With each passing year, the heat becomes a major problem. For those who work in agriculture, cleaning, construction, cooking, tourism, and outdoor activities in general, the heat wave can be fatal.
The city is unprepared in terms of infrastructure, as the architecture is not inclusive enough.
This year, I can walk quickly, but last summer, with limited mobility, I realized how extraordinarily difficult it is for a person with reduced mobility to get from one place to another in general, and in the full sun, it's unbearable.
Bus stations could be a refreshing place, yet the design of what is supposed to guarantee shade barely provides it, if it exists at all.
Passing the street in full sun is also an important aspect and means serious exposure with a simple shopping walk with the carrito de compra.
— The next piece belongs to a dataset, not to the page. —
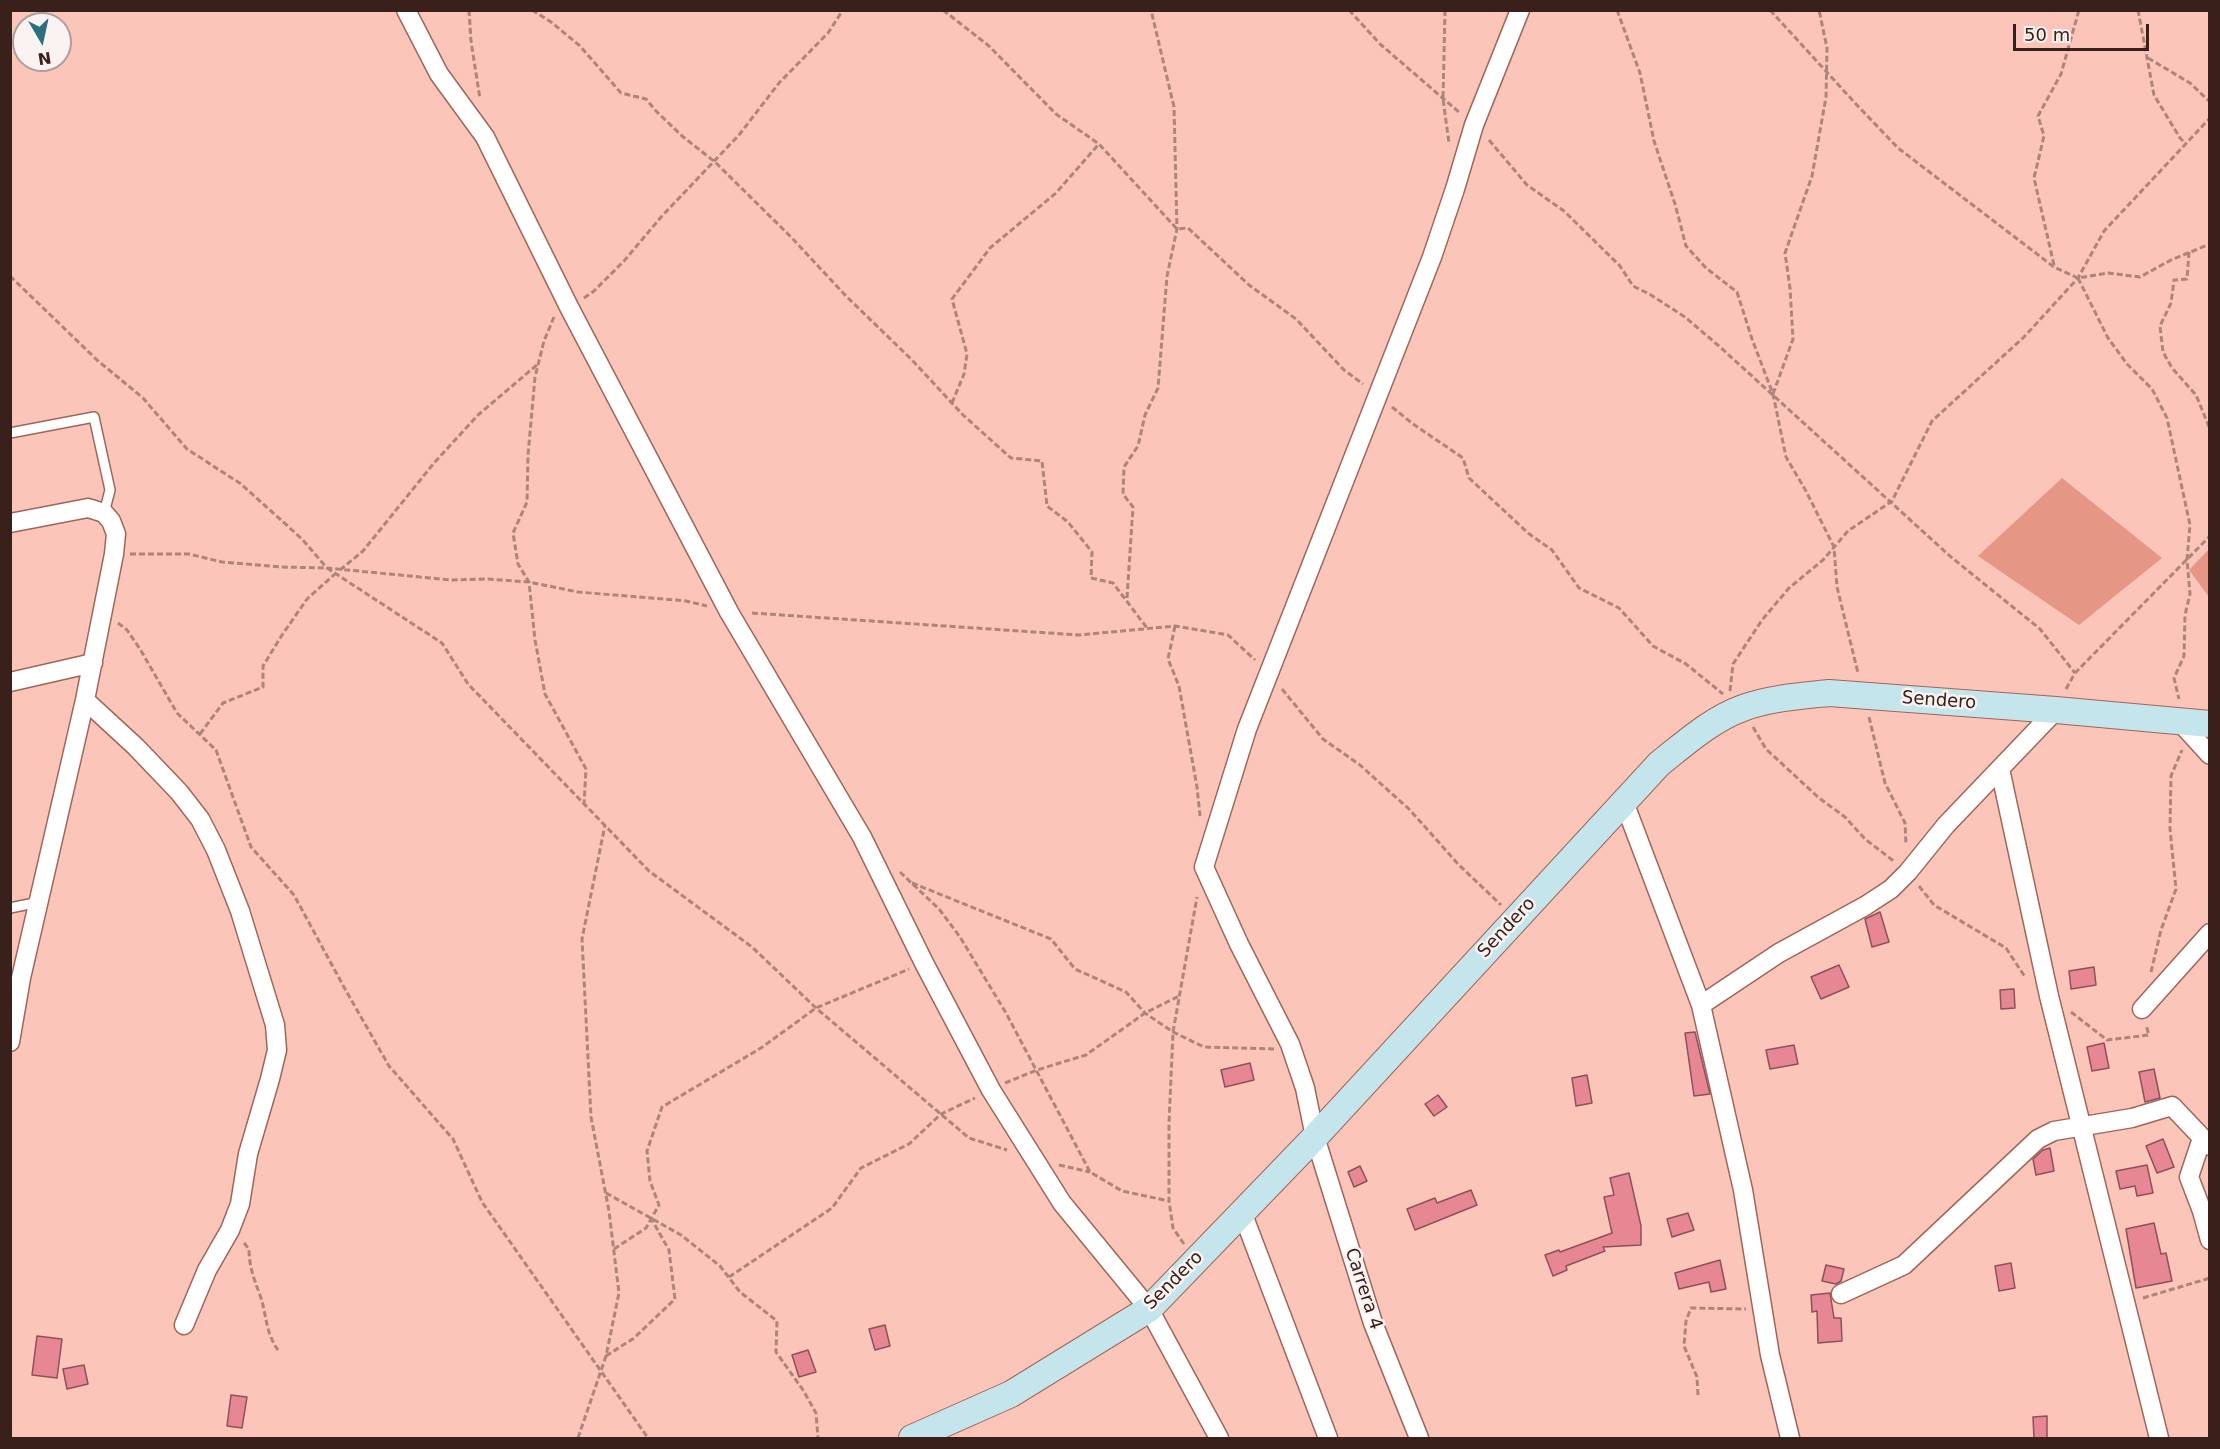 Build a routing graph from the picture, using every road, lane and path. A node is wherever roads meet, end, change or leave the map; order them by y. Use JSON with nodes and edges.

In the panaderias and kitchens, workers are finishing their shifts, surviving.
I've worked in windowless kitchens. Some are centrally located restaurant kitchens where many cooks are busy feeding tourists.
Working in such a place, with a roaring fire inside and a scorching heat outside, is like dying, but since the bosses have so much power that the workers don't, you end your shift like you're in a war camp, not knowing if you'll be able to wake up tomorrow and put on again that work uniform made from plastic cheap fabric.
Some employers are selling water to their employees. As I was already in the position of having to discuss the right to water at work, and the temperatures indicate a heat wave, I´m curious: Do you have water and conditions at the workplace, as the emergency implies?